### GOAL OF THE EXERCISE
Would you set down every entry again, exactly as written?

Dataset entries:
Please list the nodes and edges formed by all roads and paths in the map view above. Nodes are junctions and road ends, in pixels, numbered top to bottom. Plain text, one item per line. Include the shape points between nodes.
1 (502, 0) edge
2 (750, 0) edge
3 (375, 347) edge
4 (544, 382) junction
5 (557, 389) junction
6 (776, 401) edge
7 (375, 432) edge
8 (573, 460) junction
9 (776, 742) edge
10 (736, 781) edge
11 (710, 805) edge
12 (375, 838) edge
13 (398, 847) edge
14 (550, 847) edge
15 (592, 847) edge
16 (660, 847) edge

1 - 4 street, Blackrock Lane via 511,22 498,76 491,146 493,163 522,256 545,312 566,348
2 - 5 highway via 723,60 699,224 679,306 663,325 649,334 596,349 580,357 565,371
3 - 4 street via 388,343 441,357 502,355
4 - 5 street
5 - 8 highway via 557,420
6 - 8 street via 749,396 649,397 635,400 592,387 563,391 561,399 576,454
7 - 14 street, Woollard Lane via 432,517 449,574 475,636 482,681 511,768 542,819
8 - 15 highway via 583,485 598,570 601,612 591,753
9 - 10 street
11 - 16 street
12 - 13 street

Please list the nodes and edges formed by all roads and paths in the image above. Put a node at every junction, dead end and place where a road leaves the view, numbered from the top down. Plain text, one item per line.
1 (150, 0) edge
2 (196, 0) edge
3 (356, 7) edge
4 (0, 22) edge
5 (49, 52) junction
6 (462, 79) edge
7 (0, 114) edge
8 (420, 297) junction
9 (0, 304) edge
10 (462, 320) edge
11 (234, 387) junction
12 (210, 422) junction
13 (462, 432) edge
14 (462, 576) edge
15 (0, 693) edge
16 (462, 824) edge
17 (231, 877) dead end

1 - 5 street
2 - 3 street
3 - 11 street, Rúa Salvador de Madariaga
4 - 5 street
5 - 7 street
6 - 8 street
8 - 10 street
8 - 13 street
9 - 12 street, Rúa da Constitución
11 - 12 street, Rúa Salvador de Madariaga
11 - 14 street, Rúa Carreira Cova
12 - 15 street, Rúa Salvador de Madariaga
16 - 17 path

### RESPONSE BOX
Please list the nodes and edges formed by all roads and paths in the map view above. Nodes are junctions and road ends, in pixels, numbered top to bottom. Plain text, one item per line. Include the shape points between nodes.
1 (502, 0) edge
2 (750, 0) edge
3 (375, 347) edge
4 (544, 382) junction
5 (557, 389) junction
6 (776, 401) edge
7 (375, 432) edge
8 (573, 460) junction
9 (776, 742) edge
10 (736, 781) edge
11 (710, 805) edge
12 (375, 838) edge
13 (398, 847) edge
14 (550, 847) edge
15 (592, 847) edge
16 (660, 847) edge

1 - 4 street, Blackrock Lane via 511,22 498,76 491,146 493,163 522,256 545,312 566,348
2 - 5 highway via 723,60 699,224 679,306 663,325 649,334 596,349 580,357 565,371
3 - 4 street via 388,343 441,357 502,355
4 - 5 street
5 - 8 highway via 557,420
6 - 8 street via 749,396 649,397 635,400 592,387 563,391 561,399 576,454
7 - 14 street, Woollard Lane via 432,517 449,574 475,636 482,681 511,768 542,819
8 - 15 highway via 583,485 598,570 601,612 591,753
9 - 10 street
11 - 16 street
12 - 13 street

Please list the nodes and edges formed by all roads and paths in the image above. Put a node at every junction, dead end and place where a road leaves the view, numbered from the top down. Plain text, one item per line.
1 (150, 0) edge
2 (196, 0) edge
3 (356, 7) edge
4 (0, 22) edge
5 (49, 52) junction
6 (462, 79) edge
7 (0, 114) edge
8 (420, 297) junction
9 (0, 304) edge
10 (462, 320) edge
11 (234, 387) junction
12 (210, 422) junction
13 (462, 432) edge
14 (462, 576) edge
15 (0, 693) edge
16 (462, 824) edge
17 (231, 877) dead end

1 - 5 street
2 - 3 street
3 - 11 street, Rúa Salvador de Madariaga
4 - 5 street
5 - 7 street
6 - 8 street
8 - 10 street
8 - 13 street
9 - 12 street, Rúa da Constitución
11 - 12 street, Rúa Salvador de Madariaga
11 - 14 street, Rúa Carreira Cova
12 - 15 street, Rúa Salvador de Madariaga
16 - 17 path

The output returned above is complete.